Stored data
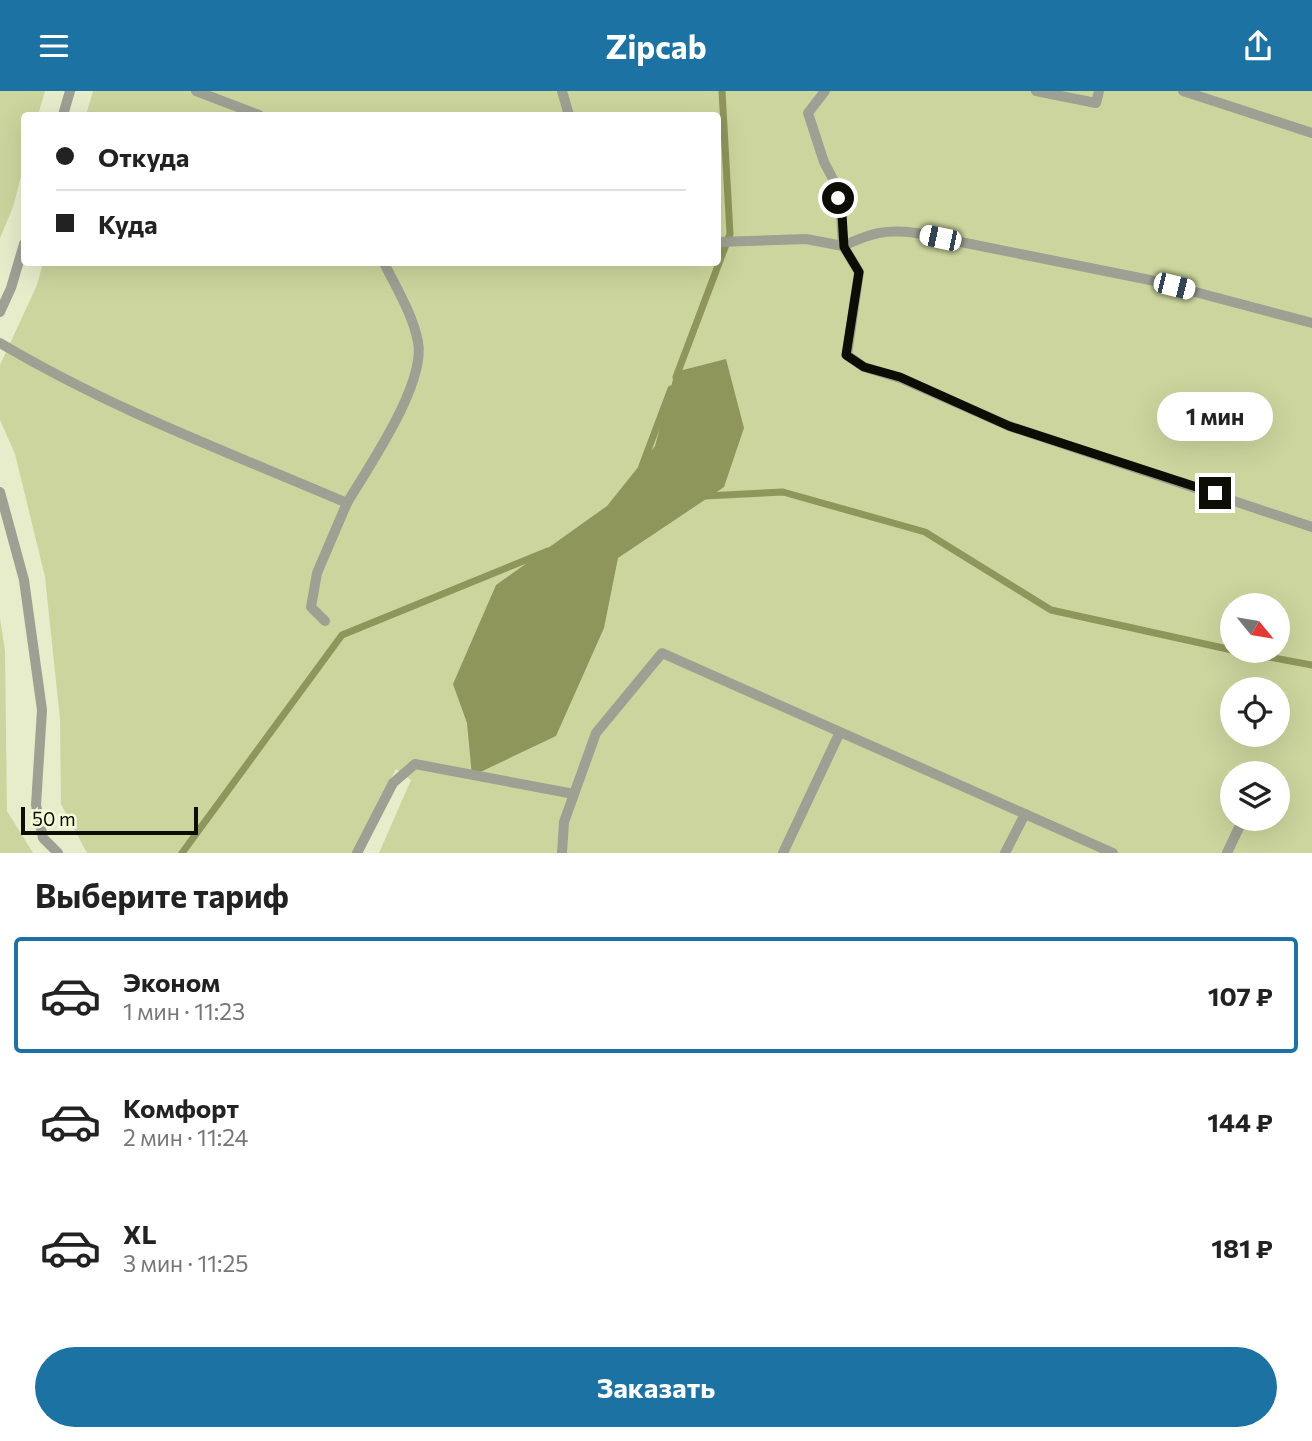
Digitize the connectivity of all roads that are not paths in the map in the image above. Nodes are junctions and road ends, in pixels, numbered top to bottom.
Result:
1 (70, 91) edge
2 (197, 91) edge
3 (562, 91) edge
4 (825, 91) edge
5 (1036, 91) edge
6 (1099, 91) edge
7 (1183, 91) edge
8 (64, 112) edge
9 (251, 112) edge
10 (568, 112) edge
11 (1312, 133) edge
12 (721, 242) edge
13 (844, 247) junction
14 (21, 254) edge
15 (385, 266) edge
16 (0, 312) edge
17 (1312, 323) edge
18 (0, 343) edge
19 (0, 492) edge
20 (348, 503) junction
21 (1312, 527) edge
22 (325, 621) dead end
23 (840, 732) junction
24 (574, 794) junction
25 (1025, 814) junction
26 (1237, 831) edge
27 (58, 853) edge
28 (357, 853) edge
29 (562, 853) edge
30 (783, 853) edge
31 (1004, 853) edge
32 (1113, 853) edge
33 (1227, 853) edge

1 - 8 lane
2 - 9 lane
3 - 10 lane
4 - 13 lane
5 - 6 lane
7 - 11 lane
12 - 13 lane
13 - 17 lane
13 - 21 lane
14 - 16 lane
15 - 20 lane
18 - 20 lane
19 - 27 lane
20 - 22 lane
23 - 24 lane
23 - 25 lane
23 - 30 lane
24 - 28 lane
24 - 29 lane
25 - 31 lane
25 - 32 lane
26 - 33 lane

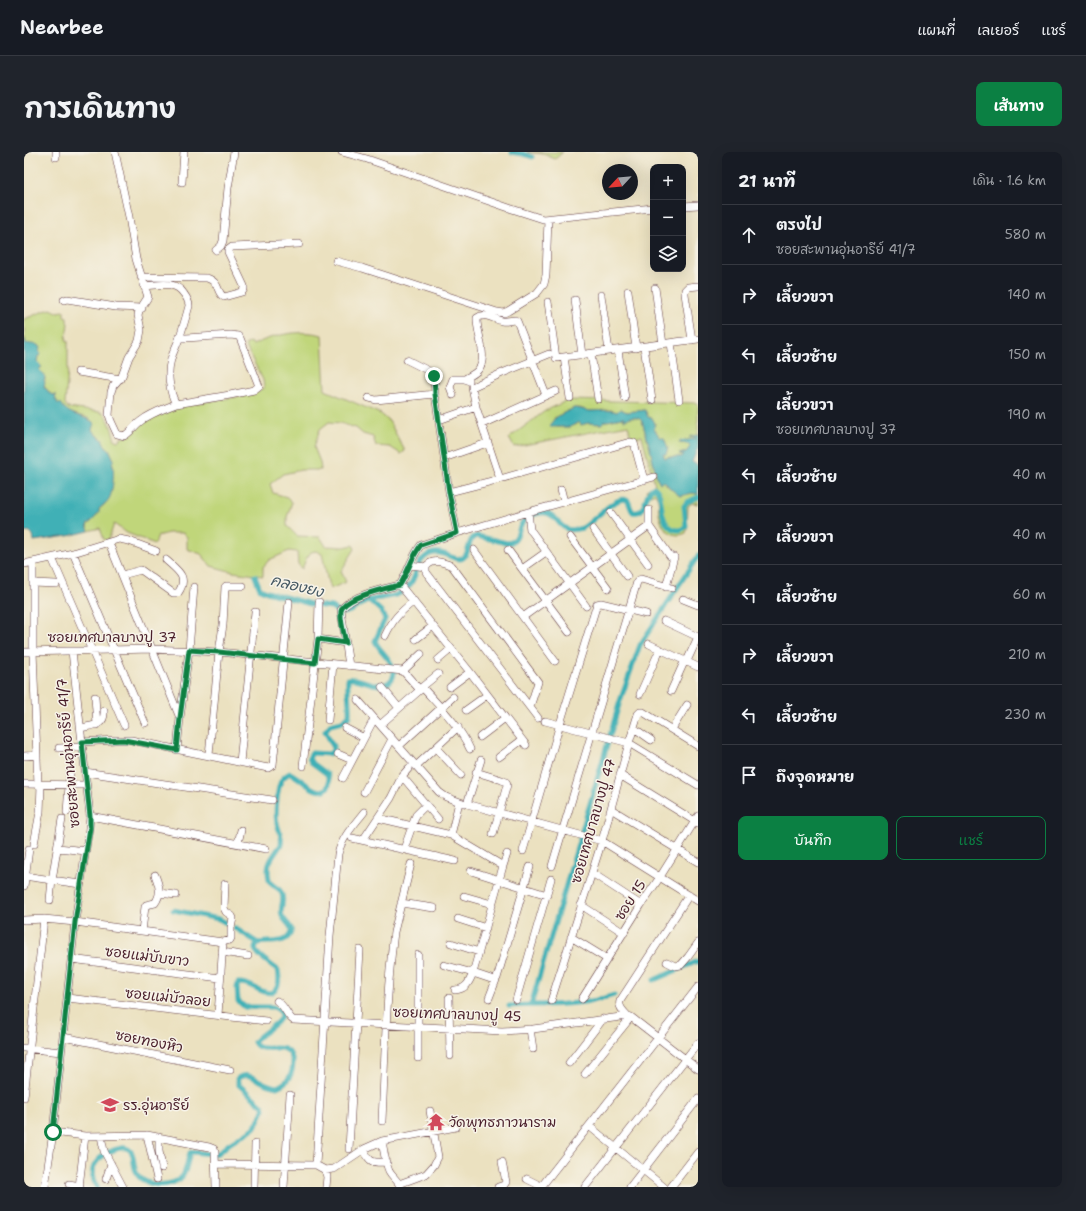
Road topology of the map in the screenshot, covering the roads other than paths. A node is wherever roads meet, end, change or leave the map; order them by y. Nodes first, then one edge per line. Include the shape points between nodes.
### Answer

■ **TASK ITEM**
Print the records above again exactly. Leave out the images.

■ **TASK OUTPUT**
Digitize the connectivity of all roads that are not paths in the map in the image above. Nodes are junctions and road ends, in pixels, numbered top to bottom.
Result:
1 (70, 91) edge
2 (197, 91) edge
3 (562, 91) edge
4 (825, 91) edge
5 (1036, 91) edge
6 (1099, 91) edge
7 (1183, 91) edge
8 (64, 112) edge
9 (251, 112) edge
10 (568, 112) edge
11 (1312, 133) edge
12 (721, 242) edge
13 (844, 247) junction
14 (21, 254) edge
15 (385, 266) edge
16 (0, 312) edge
17 (1312, 323) edge
18 (0, 343) edge
19 (0, 492) edge
20 (348, 503) junction
21 (1312, 527) edge
22 (325, 621) dead end
23 (840, 732) junction
24 (574, 794) junction
25 (1025, 814) junction
26 (1237, 831) edge
27 (58, 853) edge
28 (357, 853) edge
29 (562, 853) edge
30 (783, 853) edge
31 (1004, 853) edge
32 (1113, 853) edge
33 (1227, 853) edge

1 - 8 lane
2 - 9 lane
3 - 10 lane
4 - 13 lane
5 - 6 lane
7 - 11 lane
12 - 13 lane
13 - 17 lane
13 - 21 lane
14 - 16 lane
15 - 20 lane
18 - 20 lane
19 - 27 lane
20 - 22 lane
23 - 24 lane
23 - 25 lane
23 - 30 lane
24 - 28 lane
24 - 29 lane
25 - 31 lane
25 - 32 lane
26 - 33 lane

Road topology of the map in the screenshot, covering the roads other than paths. A node is wherever roads meet, end, change or leave the map; order them by y. Nodes first, then one edge per line. Include the shape points between nodes.
### Answer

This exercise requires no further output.